New York

Thomas Flechtner

Marianne Boesky Gallery

What to do, if you’re a gallerist, when summer comes around? Throwing together a hodgepodge from the storeroom is always a popular option. Those with a little more ambition might attempt something hipper by engaging the services of a guest curator. Either way, a lighter-than-usual theme is de rigueur. But mounting a solo show remains the exception. If the artist is a current darling you might get away with it; otherwise, the dog days are also something of a graveyard slot (London’s Richard Salmon Gallery admitted as much by titling a show “Bad August” back in 1996). Thomas Flechtner’s recent “Bloom” was entirely consistent with expectations in that it dealt in “seasonal” subject matter but did precious little with it.

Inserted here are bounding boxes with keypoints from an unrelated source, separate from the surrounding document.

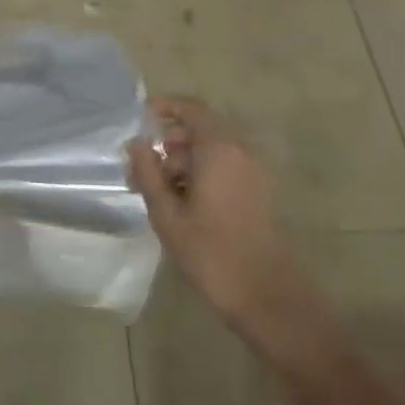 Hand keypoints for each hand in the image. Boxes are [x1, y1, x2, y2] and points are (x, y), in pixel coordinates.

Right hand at [127, 97, 306, 335]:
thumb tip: (136, 143)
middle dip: (170, 142)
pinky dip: (202, 173)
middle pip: (201, 129)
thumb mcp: (167, 213)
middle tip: (142, 168)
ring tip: (158, 192)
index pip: (191, 109)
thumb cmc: (211, 252)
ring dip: (184, 161)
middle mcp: (241, 152)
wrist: (267, 296)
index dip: (165, 107)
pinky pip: (225, 167)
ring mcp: (254, 172)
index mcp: (219, 149)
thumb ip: (148, 172)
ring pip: (212, 150)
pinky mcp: (259, 193)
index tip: (141, 117)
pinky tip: (183, 204) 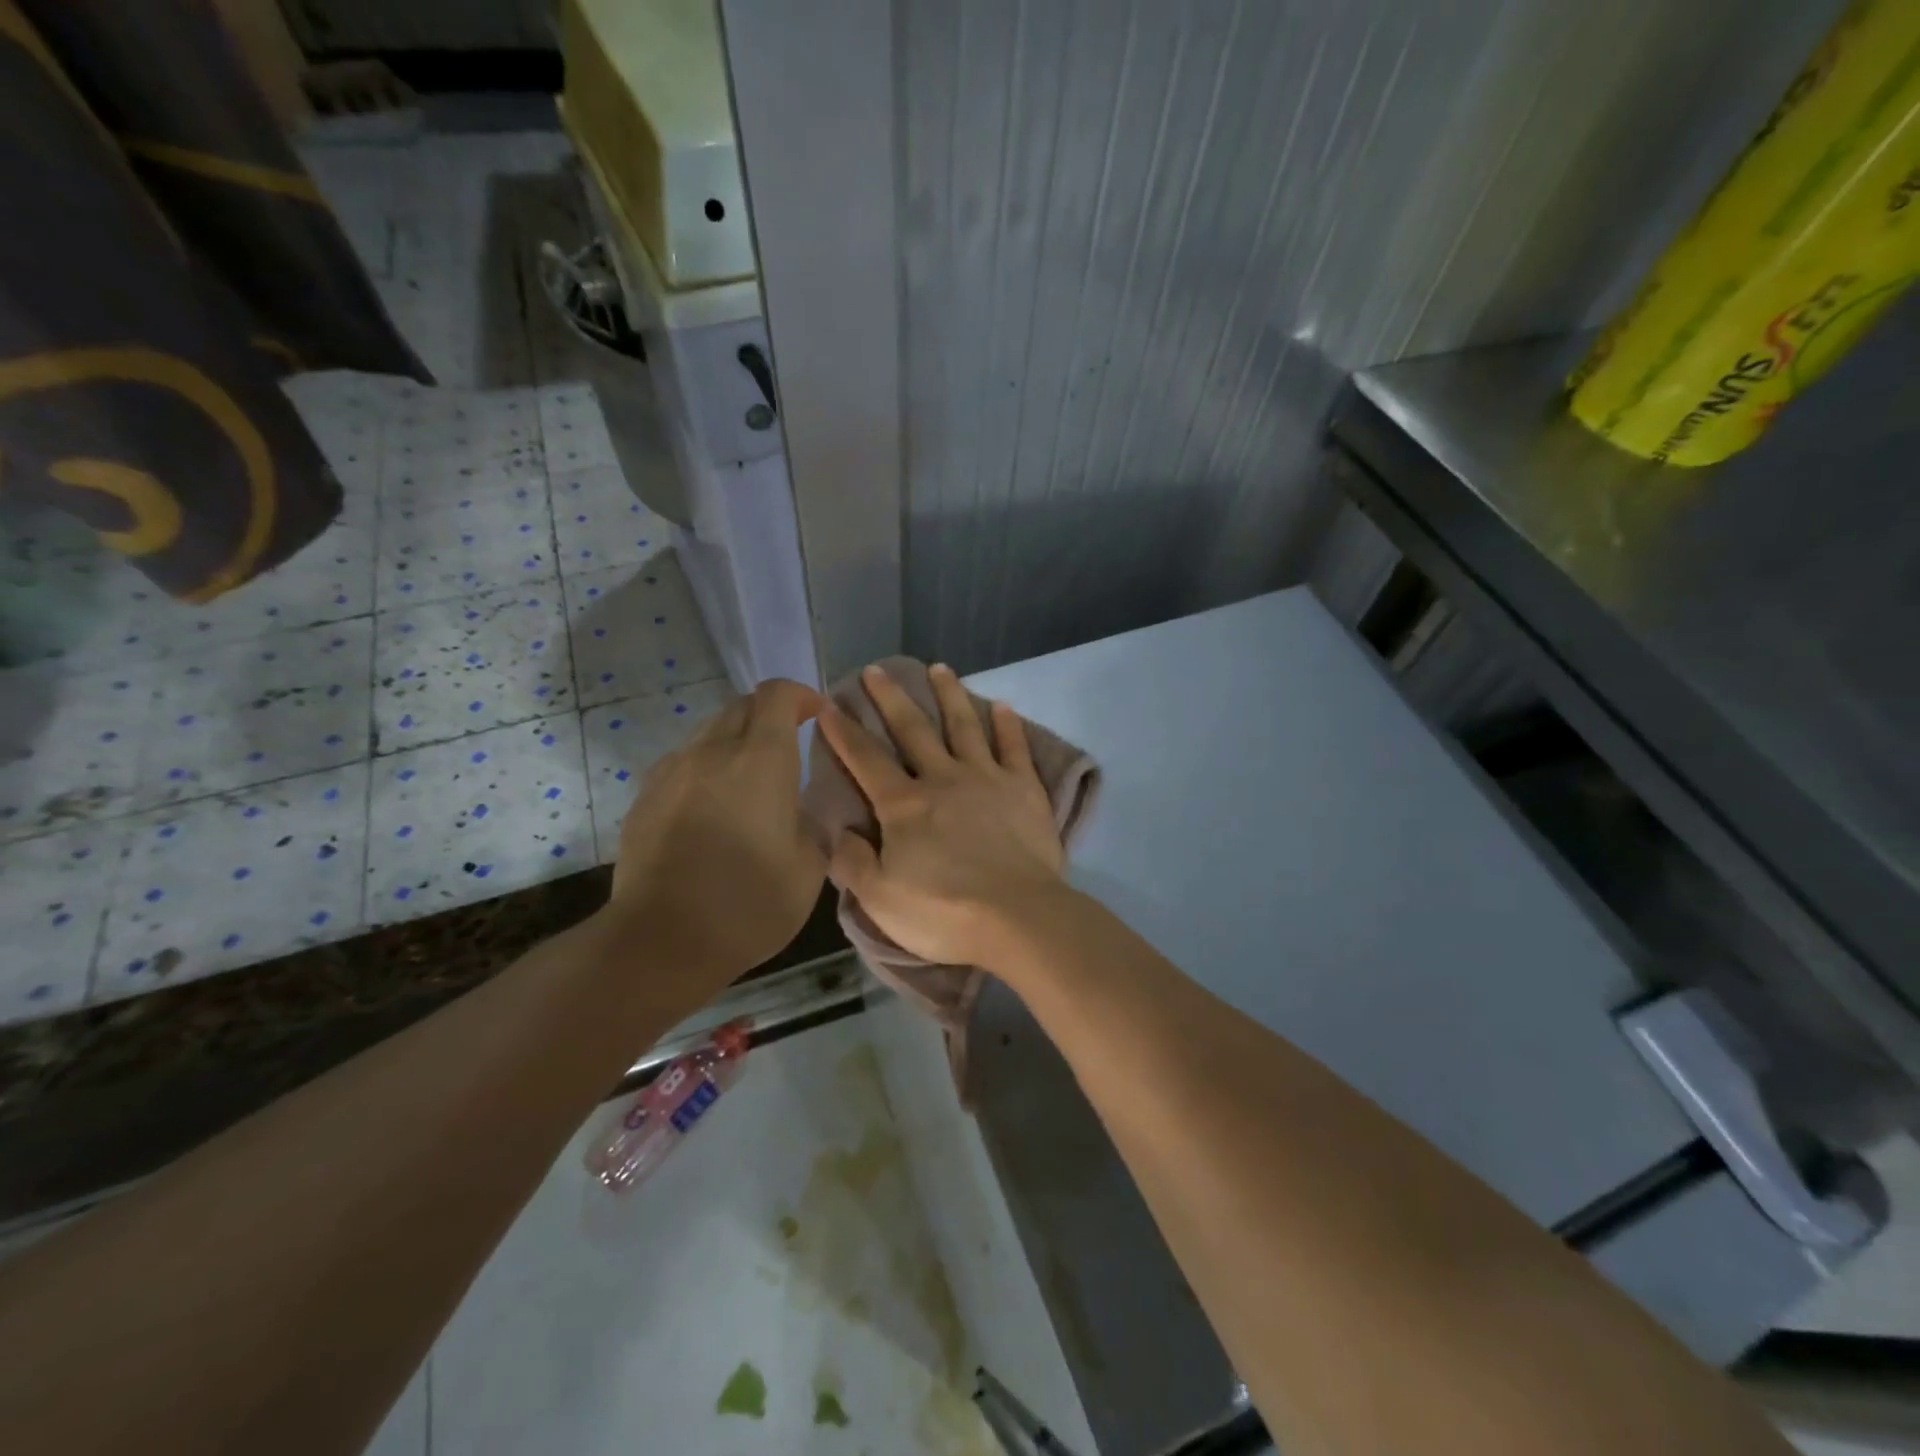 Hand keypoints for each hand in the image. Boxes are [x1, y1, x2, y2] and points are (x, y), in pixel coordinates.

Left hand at [611, 679, 825, 981]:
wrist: (661, 941)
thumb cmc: (748, 904)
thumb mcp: (810, 867)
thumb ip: (816, 823)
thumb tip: (808, 810)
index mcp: (760, 760)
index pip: (777, 695)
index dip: (801, 695)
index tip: (817, 715)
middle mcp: (712, 751)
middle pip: (741, 705)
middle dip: (770, 715)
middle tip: (789, 747)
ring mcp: (672, 771)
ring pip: (709, 732)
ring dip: (736, 740)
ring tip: (750, 780)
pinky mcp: (645, 797)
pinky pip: (683, 762)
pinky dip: (706, 767)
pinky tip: (713, 807)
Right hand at [817, 662, 1067, 967]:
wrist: (1018, 918)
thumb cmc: (944, 913)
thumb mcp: (880, 899)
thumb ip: (853, 864)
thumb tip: (838, 834)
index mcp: (903, 805)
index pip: (865, 759)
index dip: (843, 731)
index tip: (828, 703)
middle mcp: (942, 779)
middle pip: (912, 729)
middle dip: (890, 698)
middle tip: (877, 669)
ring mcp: (987, 779)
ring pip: (964, 726)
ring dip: (950, 695)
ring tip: (940, 668)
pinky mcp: (1024, 789)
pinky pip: (1014, 748)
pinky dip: (1007, 725)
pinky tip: (1002, 706)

That said, the start of the Swiss photographer’s follow-up to 2003’s “Snow” was nothing if not seductive. On large, bright, frameless light boxes, ethereal close-ups of branches laden with Japanese cherry blossoms bathed Marianne Boesky’s front gallery in a whiter shade of pale. Made using long exposures, the stained glass–like Sakura 7, 9 and 11 (all three works 2003) present viewers with blurred veils of white, pink, and green held together by dark branches glimpsed through gaps in the floral cascade. But while they make clear reference to Abstract Expressionism in their allover compositions and painterly look, one would have to be generous to regard the shots’ perfumed sheen as manifestations of even the simplest analysis or other ambition beyond the decorative. Rather, the alignment is a superficial one that feels either wholly accidental or like a halfhearted stab at critical justification.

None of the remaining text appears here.